While I have read McDermid's Tony Hill and Carole Jordan series beginning to end I have not been writing at all. I've done a lot of work on statistics and sort of have a handle on how I'm doing but no writing at all.
Until this week, that is. Then I began with a heroine called Rose who journeys to a tiny village in Northumberland (- write about what you know!) to stay with rellies. I intend that she should (somehow) time shift, or time travel, but with chapter one done I suddenly remembered a piece I read sometimes last year - namely:
Does the novel have a plot? Without a plot, received wisdom claims it is difficult to keep a reader interested. A plot must involve a protagonist with a worthy story goal.
Well, the honest answer is no, there is, as yet, no plot. Nor is there a goal, worthy or not and I haven't reached an inciting incident yet. You know - that thing that turns the protagonist’s life upside down in a negative way.
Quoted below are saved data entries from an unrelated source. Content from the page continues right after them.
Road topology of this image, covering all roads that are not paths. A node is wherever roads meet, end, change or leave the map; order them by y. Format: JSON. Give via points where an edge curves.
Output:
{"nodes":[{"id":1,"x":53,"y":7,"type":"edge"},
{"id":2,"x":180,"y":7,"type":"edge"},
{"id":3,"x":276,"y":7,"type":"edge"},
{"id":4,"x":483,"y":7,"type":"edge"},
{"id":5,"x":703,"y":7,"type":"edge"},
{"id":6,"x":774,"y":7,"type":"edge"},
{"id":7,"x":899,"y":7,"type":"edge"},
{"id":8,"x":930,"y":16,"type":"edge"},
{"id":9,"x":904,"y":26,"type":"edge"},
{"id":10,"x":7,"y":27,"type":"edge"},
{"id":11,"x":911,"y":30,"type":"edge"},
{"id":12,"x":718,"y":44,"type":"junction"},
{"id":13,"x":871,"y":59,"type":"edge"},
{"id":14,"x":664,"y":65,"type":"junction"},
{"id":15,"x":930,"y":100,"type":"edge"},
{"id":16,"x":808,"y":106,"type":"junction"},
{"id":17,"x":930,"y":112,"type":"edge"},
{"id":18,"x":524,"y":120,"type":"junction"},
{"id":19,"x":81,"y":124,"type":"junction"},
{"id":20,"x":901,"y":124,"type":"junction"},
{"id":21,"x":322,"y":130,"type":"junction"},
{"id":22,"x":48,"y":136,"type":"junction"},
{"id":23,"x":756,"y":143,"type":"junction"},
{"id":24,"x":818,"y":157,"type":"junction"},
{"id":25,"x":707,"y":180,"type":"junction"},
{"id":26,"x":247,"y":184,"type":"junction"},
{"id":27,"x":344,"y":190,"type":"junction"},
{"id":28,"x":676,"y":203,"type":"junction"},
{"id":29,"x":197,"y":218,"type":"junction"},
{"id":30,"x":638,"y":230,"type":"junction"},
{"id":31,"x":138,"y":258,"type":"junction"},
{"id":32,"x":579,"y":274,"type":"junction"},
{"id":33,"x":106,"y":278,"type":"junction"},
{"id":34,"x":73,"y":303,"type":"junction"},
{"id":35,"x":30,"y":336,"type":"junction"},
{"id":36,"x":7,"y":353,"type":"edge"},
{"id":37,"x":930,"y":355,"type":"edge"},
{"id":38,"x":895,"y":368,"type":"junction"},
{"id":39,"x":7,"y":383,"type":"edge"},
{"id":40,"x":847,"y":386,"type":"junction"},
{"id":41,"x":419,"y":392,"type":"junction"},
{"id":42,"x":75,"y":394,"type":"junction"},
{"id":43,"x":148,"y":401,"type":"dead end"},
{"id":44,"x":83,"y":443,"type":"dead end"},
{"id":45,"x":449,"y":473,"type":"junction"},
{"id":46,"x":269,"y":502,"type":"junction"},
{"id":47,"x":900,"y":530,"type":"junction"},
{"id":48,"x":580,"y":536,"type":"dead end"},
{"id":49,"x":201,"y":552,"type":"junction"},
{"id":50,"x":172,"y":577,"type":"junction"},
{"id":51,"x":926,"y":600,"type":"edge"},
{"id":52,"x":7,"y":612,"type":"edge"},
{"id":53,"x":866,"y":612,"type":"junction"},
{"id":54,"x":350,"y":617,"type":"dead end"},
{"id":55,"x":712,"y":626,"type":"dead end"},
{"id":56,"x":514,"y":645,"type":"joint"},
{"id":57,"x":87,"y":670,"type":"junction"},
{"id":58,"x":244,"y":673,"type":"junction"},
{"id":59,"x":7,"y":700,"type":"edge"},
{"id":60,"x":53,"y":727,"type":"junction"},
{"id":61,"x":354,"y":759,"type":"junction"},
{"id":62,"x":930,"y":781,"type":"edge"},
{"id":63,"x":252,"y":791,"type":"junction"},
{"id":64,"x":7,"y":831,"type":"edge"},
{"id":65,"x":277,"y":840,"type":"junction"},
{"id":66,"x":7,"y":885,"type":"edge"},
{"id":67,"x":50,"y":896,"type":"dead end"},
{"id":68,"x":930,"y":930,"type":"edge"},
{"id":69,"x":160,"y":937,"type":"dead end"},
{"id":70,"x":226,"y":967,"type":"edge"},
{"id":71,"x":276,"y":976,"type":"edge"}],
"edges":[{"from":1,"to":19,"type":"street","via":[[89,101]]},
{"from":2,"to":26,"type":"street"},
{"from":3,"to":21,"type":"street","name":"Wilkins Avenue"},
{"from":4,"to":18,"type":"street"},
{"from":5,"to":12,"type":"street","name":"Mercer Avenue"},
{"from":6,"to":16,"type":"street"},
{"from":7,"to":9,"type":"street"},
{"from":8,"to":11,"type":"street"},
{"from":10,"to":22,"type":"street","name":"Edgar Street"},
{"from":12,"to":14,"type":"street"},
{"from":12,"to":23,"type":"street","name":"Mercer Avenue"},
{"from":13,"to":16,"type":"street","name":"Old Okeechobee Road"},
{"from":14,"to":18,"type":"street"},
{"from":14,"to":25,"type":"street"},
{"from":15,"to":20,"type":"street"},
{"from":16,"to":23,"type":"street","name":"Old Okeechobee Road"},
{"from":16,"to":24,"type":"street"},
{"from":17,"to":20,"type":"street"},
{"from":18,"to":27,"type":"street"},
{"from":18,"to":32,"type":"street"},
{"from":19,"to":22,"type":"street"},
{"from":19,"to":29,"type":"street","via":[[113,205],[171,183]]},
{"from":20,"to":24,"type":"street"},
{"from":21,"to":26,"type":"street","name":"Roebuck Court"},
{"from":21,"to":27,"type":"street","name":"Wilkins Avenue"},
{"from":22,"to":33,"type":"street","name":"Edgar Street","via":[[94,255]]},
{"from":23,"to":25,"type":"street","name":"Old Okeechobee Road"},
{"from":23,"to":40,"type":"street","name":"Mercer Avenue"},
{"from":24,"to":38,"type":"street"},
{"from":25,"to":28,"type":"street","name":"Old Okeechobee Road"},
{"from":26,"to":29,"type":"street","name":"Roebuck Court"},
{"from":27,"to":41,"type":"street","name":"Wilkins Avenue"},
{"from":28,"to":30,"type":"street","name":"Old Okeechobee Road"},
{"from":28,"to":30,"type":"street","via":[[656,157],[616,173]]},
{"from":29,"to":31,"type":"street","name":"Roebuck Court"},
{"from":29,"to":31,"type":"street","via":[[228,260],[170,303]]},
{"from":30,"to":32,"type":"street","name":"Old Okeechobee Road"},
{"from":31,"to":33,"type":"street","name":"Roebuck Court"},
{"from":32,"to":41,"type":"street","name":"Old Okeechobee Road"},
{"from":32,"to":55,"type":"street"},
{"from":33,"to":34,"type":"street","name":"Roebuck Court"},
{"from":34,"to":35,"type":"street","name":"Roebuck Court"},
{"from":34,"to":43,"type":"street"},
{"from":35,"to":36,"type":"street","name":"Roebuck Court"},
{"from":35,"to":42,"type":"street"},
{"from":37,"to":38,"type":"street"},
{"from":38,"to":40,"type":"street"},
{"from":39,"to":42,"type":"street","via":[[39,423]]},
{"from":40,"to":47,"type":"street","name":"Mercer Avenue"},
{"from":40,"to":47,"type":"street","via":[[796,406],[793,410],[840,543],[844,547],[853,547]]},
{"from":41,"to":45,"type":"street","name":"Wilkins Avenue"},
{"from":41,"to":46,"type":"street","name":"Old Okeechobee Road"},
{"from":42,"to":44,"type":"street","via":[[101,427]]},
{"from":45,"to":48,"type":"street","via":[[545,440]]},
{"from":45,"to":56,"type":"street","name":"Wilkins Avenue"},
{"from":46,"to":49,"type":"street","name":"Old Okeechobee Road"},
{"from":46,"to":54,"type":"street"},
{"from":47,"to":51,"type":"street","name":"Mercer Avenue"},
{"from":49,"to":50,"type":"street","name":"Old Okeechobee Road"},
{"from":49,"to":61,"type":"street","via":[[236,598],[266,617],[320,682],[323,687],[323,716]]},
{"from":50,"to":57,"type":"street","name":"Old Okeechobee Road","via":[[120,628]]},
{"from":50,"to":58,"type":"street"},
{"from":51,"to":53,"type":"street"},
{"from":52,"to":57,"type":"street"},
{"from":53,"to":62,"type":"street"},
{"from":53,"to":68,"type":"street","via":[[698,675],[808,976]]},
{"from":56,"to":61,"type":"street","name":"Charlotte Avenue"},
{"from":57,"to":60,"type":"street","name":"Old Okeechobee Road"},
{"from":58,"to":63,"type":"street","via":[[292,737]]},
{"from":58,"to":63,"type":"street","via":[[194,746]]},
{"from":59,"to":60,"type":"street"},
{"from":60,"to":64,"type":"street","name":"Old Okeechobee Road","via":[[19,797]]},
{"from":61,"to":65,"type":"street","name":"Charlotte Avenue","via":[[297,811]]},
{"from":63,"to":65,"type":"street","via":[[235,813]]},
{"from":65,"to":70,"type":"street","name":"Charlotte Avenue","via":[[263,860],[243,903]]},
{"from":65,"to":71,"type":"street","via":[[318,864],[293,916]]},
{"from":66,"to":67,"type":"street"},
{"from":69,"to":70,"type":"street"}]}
All this suggests that I am on a hiding to nothing as my Dad used to say. I knew what he meant, but I never looked at the peculiar way he expressed the thought. Just as it occurred to me yesterday that from age 7 to 23 I lived in Sydenham Road and never twigged that all the streets around me - Hampton, Osborne, Kensington, Marlborough, and others - were all famous buildings or locations.
I shall keep writing - descriptive bits and locations, but I must lay down a plot line in the next week or two or I fear I shall lose interest and go back to reading.
I wonder when the next Hill-Jordan book is due?